▶ Problem to work on
In the entries below, find the string "Rodovia" and return each line holding it.

Dataset entries
——————
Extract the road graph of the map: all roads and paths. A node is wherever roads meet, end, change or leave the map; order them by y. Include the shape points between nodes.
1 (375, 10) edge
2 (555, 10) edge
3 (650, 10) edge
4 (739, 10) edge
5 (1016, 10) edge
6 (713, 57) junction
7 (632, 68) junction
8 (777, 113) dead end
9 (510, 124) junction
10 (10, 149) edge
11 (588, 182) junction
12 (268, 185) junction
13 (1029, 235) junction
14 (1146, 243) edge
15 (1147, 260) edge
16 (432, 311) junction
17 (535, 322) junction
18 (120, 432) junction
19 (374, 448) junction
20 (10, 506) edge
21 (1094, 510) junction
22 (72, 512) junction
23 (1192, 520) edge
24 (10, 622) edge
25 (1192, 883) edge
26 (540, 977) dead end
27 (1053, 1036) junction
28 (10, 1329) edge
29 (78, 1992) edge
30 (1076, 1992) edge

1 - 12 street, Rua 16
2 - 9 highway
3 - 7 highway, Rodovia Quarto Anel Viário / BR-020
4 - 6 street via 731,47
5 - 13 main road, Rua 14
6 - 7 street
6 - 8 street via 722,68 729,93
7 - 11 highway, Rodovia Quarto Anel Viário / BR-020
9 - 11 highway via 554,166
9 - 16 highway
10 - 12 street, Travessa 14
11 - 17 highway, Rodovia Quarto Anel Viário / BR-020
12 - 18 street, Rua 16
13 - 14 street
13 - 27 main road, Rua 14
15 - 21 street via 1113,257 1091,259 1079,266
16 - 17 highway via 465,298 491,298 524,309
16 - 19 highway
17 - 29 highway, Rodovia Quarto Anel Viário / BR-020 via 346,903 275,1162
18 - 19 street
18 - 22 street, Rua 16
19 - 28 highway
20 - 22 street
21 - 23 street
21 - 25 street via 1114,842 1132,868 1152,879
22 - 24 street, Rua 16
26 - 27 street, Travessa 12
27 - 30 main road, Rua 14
——————
▶ Completed exercise
3 - 7 highway, Rodovia Quarto Anel Viário / BR-020
7 - 11 highway, Rodovia Quarto Anel Viário / BR-020
11 - 17 highway, Rodovia Quarto Anel Viário / BR-020
17 - 29 highway, Rodovia Quarto Anel Viário / BR-020 via 346,903 275,1162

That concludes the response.